Experiments with LLMs
10 min read

Experiments with LLMs

Experiments with LLMs
Photo by Andrew Neel / Unsplash

LLMs are all the rage right now. How big of a hype cycle it is is hard for me to comment on. But one thing I am confident about is that this is an innovation that is a clear inflexion point. The world from now is going to be so different. If you have used LLM-based tools, you can probably feel it, too.

I have been a user of LLM-based tools for a while now. ChatGPT, Perplexity and Github Copilot are regular tools in my toolbox. Besides these, I try new AI tools that come my way every now and then. I have been reading (as much as I could) about the developments in the applied AI world. I have discussed ideas with peers and in my consulting. However, I have been lagging behind in building something myself with LLMs. I wanted to make sure that I ended the year by taking the first step in this super exciting space.

I am a big believer in experiential learning. As always, I start learning something with an objective to build something useful with it. So, I did the same with this as well. I wanted to build a tool that would categorize all my monthly expenses from my credit card and bank statements and tag them as business expenses for accounting.

Trying out different models and frameworks

Experiments with Langchain and OpenAI

Langchain is an LLM model agnostic framework for building applications using LLMs. It works with most of the LLM backends like OpenAI, Cohere, Anthropic, etc. I have been wanting to try Langchain for a while. Also, I prefer starting with a framework that does most of the job and allows me to switch between options quickly instead of getting into the specifics of the APIs of every LLM model provider. So that's what I did.

I decided to use Langchain and OpenAI to run some experiments to first learn how the framework works and what I can do with it. The first hurdle wasn't even technical. I was not able to add credits to my OpenAI account using my Indian credit card. My free credits had expired. So I couldn't do much. I was itching to move forward quickly so that's where I stopped with OpenAI and started looking for other options.

Experiments with Cohere Classification API

I started exploring Cohere, which provides free credits. I tried Cohere with Langchain. While fiddling with Cohere, I discovered that it also has an API for classification, which seemed relevant to what I was trying to do - classify financial transactions into categories. Langchain does not support classification, so this is where I moved out of Langchain to Cohere's Python SDK. While the "hello world" of classification seemed promising, it didn't really work. I tried to provide a large enough dataset of my previously categorized transactions, fiddled around with the format in which I was providing my transactions, etc. But the results were very off. I even tried to classify a slice of exactly the same data that I had provided to Cohere's Classification API as the learning dataset. Even that wasn't getting classified correctly. I couldn't make sense of it.

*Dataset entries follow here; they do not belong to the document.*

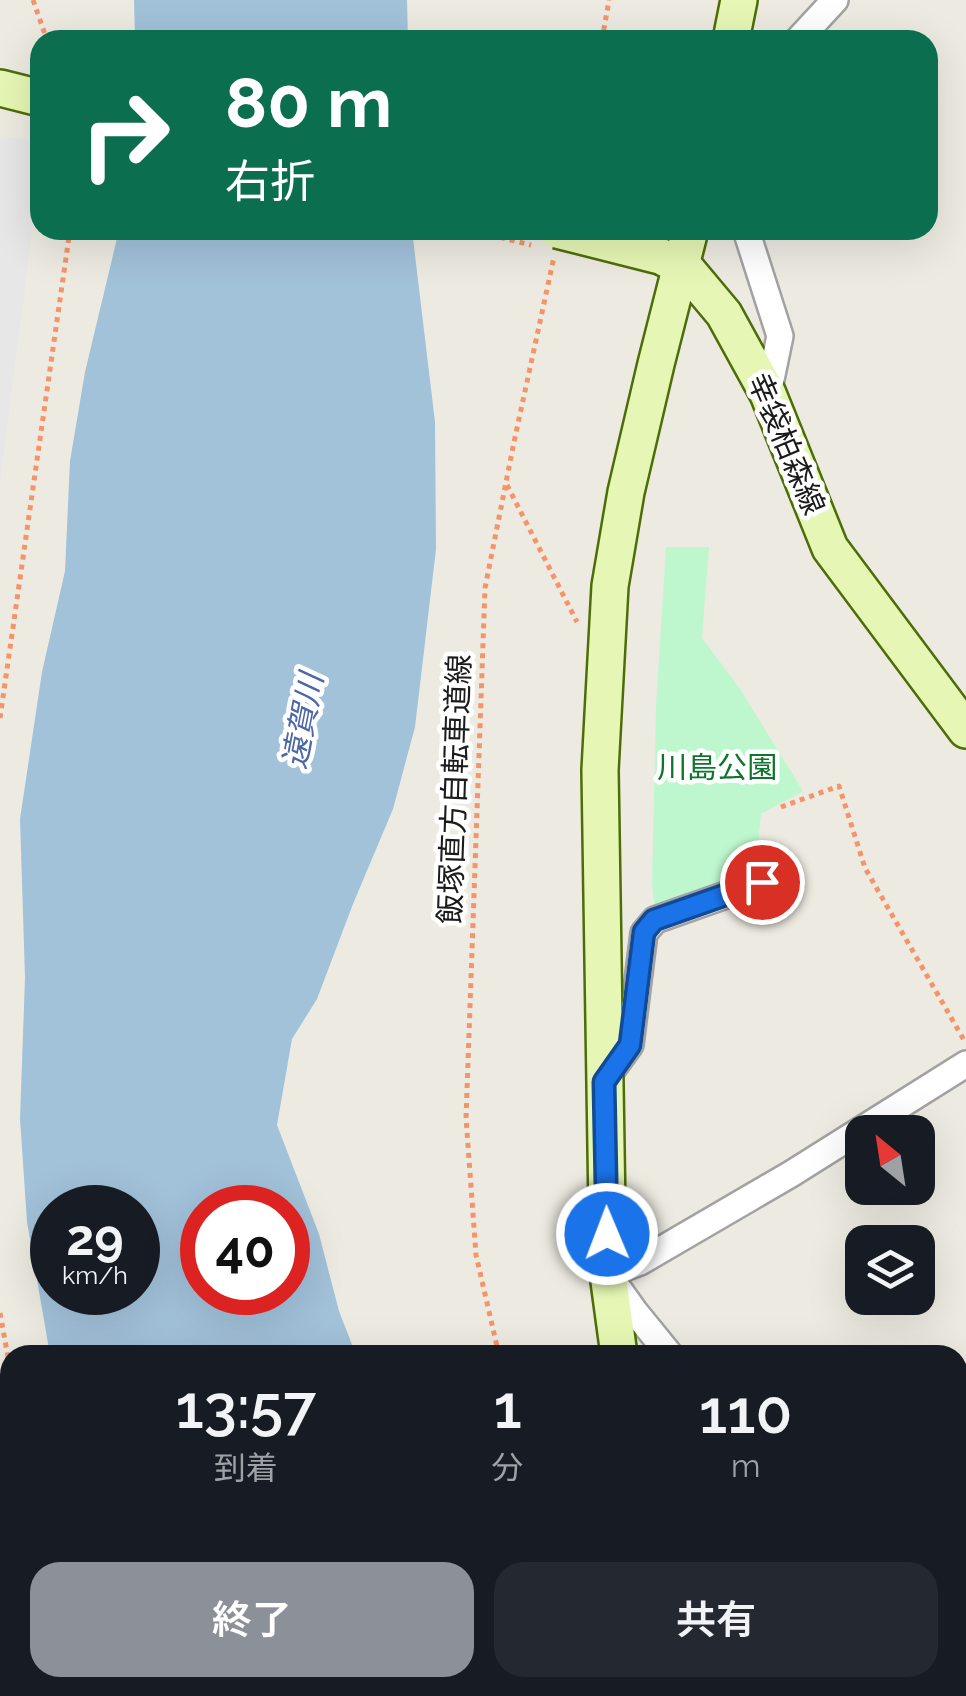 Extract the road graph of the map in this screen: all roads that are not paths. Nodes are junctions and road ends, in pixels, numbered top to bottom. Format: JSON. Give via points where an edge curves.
{"nodes":[{"id":1,"x":738,"y":0,"type":"edge"},
{"id":2,"x":835,"y":0,"type":"edge"},
{"id":3,"x":733,"y":30,"type":"edge"},
{"id":4,"x":807,"y":30,"type":"edge"},
{"id":5,"x":0,"y":88,"type":"edge"},
{"id":6,"x":30,"y":96,"type":"edge"},
{"id":7,"x":561,"y":240,"type":"edge"},
{"id":8,"x":684,"y":240,"type":"edge"},
{"id":9,"x":749,"y":240,"type":"edge"},
{"id":10,"x":671,"y":261,"type":"junction"},
{"id":11,"x":768,"y":394,"type":"junction"},
{"id":12,"x":966,"y":730,"type":"edge"},
{"id":13,"x":762,"y":882,"type":"dead end"},
{"id":14,"x":966,"y":1064,"type":"edge"},
{"id":15,"x":604,"y":1082,"type":"junction"},
{"id":16,"x":608,"y":1274,"type":"junction"},
{"id":17,"x":619,"y":1345,"type":"edge"},
{"id":18,"x":662,"y":1345,"type":"edge"}],
"edges":[{"from":1,"to":3,"type":"street"},
{"from":2,"to":4,"type":"street"},
{"from":5,"to":6,"type":"street"},
{"from":7,"to":10,"type":"street","bridge":true},
{"from":8,"to":10,"type":"street"},
{"from":9,"to":11,"type":"street","via":[[780,336]]},
{"from":10,"to":11,"type":"street","name":"幸袋柏森線","via":[[724,314]]},
{"from":10,"to":15,"type":"street","via":[[610,586],[600,770]]},
{"from":11,"to":12,"type":"street","name":"幸袋柏森線","via":[[830,548]]},
{"from":13,"to":15,"type":"street","via":[[654,920],[644,932],[630,1045]]},
{"from":14,"to":16,"type":"street","via":[[791,1174]]},
{"from":15,"to":16,"type":"street"},
{"from":16,"to":17,"type":"street"},
{"from":16,"to":18,"type":"street"}]}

I left my experiments with Cohere's Classification API, understanding that classification works better on language constructs (sentences, phrases, etc.). What I was providing were names of transactions (for example, Kayak.com, Zomato, MTA*NYCT PAYGO, etc.). Some of these can be quite cryptic, depending on what the merchant is called in the payment provider's system. Many of the transactions are going to be just new names every month. Names don't mean anything unless backed by a large dataset. Hence, their classification is a tough problem.

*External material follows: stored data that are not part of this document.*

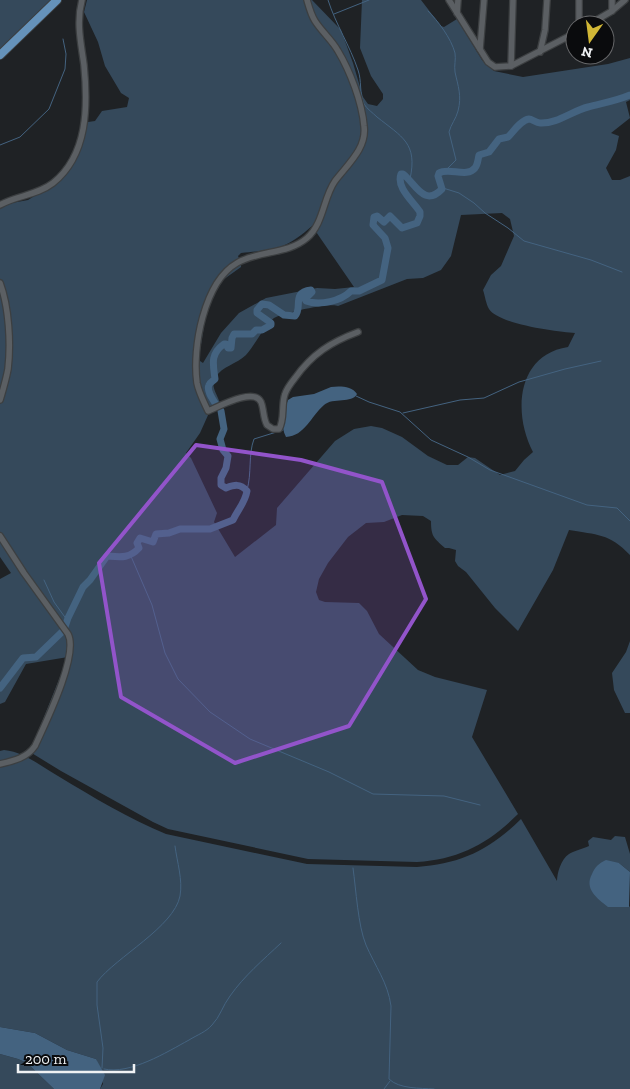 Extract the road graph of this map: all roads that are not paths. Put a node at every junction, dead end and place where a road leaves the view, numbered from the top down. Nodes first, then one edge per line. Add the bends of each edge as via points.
1 (57, 0) edge
2 (82, 0) edge
3 (307, 0) edge
4 (448, 0) edge
5 (458, 0) edge
6 (484, 0) edge
7 (513, 0) edge
8 (547, 0) edge
9 (580, 0) edge
10 (612, 0) edge
11 (625, 0) edge
12 (612, 11) junction
13 (457, 13) junction
14 (579, 15) edge
15 (605, 15) edge
16 (565, 38) edge
17 (480, 49) junction
18 (540, 52) junction
19 (0, 55) edge
20 (511, 66) junction
21 (0, 205) edge
22 (0, 283) edge
23 (358, 332) dead end
24 (0, 400) edge
25 (0, 536) edge
26 (0, 764) edge

1 - 19 main road
2 - 21 street via 79,24 85,99 80,144 53,183 32,195
3 - 23 street via 314,20 337,50 352,81 364,126 362,145 331,188 316,229 308,237 292,247 237,263 220,277 212,290 203,318 196,370 198,386 208,411 254,396 260,400 267,426 278,429 282,424 283,401 288,387 308,360
4 - 13 street
5 - 13 street
6 - 17 street
7 - 20 street
8 - 18 street
9 - 14 street
10 - 12 street
11 - 12 street
12 - 15 street
13 - 17 street
16 - 18 street
17 - 20 street via 492,66
18 - 20 street
22 - 24 street via 9,354
25 - 26 street via 68,634 71,647 65,674 35,746 28,754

But I don't think that I understand classification fully yet. What I couldn't make any sense of was why Cohere was not able to correctly classify exactly the same transactions that I had provided as the learning data set is beyond me. I have to dive deep into this to understand how classification algorithms really work.

Back to Langchain and OpenAI

After trying Cohere's Classification API, I was back to Langchain and OpenAI as that seemed like the only reasonable option for getting started. I figured out a way to add credits to my account somehow.

I started working with gpt3.5 based models. In fact, I started with the exact models in Langchain's docs (why not). My transactions dataset was in CSV format. I wanted to categorize each transaction and get the result back in CSV format with an additional "CATEGORY" column so that I could use the result in Google Spreadsheets.

Interestingly, Langchain has a concept called Output Parsers, which you can use to parse outputs into specific formats like lists, JSON, etc. It also works with data structures native to Python, like Pandas Enums, Pydantic model, etc. This was interesting, and I was wondering how Langchain does it. It turns out it just does really smart Prompt Engineering to instruct the model to give the results in the expected format as a text response and then uses its own parsers to parse it.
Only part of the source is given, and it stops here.